Read time: 3 minutes

Tighter global economy could force African start-ups to opt for M&A deals

By , Sub Saharan Africa Business, Tech, News and Development Journalist
Africa , 19 Dec 2022

Competitors within Africa’s start-up ecosystem may have to consider M&A exit deals as the continent failed to attract as much VC funding as expected.

At the beginning of 2022, stakeholders within Africa’s start-up ecosystem projected an income of VC capital of over US$5-billion, based on the US$4.5-bllion raised in 2021.

However, the expectation now is that total funding for 2022 will be below the US$5-billion mark.

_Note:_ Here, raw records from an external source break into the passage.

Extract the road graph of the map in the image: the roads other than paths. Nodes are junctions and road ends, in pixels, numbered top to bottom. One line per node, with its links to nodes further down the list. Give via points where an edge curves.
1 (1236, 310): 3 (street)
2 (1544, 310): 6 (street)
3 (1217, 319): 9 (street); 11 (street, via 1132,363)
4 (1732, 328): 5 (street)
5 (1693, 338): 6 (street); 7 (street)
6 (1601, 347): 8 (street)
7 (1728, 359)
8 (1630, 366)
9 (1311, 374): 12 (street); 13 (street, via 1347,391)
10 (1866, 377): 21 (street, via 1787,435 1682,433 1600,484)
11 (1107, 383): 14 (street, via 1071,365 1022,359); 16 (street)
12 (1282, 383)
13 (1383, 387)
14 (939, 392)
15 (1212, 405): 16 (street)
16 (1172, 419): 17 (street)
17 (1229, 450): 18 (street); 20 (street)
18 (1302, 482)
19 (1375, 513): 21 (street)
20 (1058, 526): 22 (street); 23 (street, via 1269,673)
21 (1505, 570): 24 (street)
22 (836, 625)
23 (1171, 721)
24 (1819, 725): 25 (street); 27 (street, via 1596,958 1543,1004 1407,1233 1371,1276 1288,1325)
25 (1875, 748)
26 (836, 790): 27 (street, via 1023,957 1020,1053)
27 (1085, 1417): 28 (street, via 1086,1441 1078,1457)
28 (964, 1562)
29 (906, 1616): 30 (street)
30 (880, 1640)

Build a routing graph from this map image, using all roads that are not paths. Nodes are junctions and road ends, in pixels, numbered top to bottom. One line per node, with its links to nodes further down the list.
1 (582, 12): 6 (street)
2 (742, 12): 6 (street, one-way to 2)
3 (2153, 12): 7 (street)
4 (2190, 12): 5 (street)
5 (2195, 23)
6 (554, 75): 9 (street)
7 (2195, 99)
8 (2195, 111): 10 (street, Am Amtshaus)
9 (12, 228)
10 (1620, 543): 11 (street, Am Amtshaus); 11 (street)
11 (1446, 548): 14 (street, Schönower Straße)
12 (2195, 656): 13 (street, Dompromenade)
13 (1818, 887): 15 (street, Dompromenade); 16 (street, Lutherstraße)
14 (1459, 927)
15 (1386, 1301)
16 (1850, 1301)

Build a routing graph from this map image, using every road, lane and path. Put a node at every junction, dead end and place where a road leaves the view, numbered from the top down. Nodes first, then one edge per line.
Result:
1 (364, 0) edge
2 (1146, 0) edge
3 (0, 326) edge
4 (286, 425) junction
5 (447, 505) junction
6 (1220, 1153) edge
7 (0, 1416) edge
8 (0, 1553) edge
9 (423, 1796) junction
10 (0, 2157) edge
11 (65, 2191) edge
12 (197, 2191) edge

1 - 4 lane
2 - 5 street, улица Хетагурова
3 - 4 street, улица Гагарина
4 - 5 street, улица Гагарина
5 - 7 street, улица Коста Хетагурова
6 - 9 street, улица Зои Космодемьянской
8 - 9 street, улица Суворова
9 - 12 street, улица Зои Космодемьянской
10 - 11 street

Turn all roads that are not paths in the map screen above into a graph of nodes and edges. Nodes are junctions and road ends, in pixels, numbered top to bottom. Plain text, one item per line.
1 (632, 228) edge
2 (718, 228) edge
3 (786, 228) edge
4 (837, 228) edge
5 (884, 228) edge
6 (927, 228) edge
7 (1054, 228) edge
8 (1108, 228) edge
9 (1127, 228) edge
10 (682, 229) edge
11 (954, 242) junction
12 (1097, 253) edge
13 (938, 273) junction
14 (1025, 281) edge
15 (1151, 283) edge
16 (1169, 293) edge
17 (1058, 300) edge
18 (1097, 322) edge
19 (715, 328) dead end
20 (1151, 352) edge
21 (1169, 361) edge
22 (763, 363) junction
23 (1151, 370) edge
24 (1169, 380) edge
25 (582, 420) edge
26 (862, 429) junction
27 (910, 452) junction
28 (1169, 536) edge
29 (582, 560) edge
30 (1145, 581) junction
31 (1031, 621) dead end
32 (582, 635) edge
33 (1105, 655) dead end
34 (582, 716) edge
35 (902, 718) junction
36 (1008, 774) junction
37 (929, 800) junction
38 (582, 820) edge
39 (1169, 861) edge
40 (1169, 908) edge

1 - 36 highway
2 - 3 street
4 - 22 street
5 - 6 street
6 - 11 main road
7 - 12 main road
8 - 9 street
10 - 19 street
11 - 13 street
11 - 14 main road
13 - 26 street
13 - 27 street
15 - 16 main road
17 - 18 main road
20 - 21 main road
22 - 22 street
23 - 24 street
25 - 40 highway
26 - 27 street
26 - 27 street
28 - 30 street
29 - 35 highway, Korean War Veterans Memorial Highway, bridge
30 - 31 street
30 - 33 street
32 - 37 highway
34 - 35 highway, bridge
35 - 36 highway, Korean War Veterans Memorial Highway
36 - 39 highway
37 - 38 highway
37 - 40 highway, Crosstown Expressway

An executive within a Sub-Saharan Africa VC firm, who spoke to ITWeb Africa on condition of anonymity, said, “The honeymoon is over especially as the world gears for recession and everyone contents with high interest rates. The nature of capital flows for African start-ups has shifted and in 2022 we may just be above last year’s level which is a shift from the high growth rates of the past two years.”

Victor Basta, co-head at DAI Magister, an investment bank focused on technology and climate change companies, said African entrepreneurs have to consider a trade-off between further fundraising and the option of strategic exists via M&A deals.

Basta said, “The African market is a young ecosystem that is beginning to mature, and the overall focus is transitioning from raising cash through funding rounds to looking for the real money, which comes from M&A exits.”

Despite lower values in the third and fourth quarters of 2022, Africa’s start-up ecosystem has remained largely been resilient.

Regional media outlet, Arica: The Big Deal reported that African tech start-ups raised US$4.5 billion as at the end of November.

The source within the Sub-Saharan VC firm added, “Venture capital has been more timid in 2022. So this means that founders in more mature markets with sophisticated financial systems such as South Africa and Egypt have to start looking at exits as a way of raising much needed new capital. African start-ups also have to tighten their spending and to be more realistic than overly ambitious with valuations going into 2023.”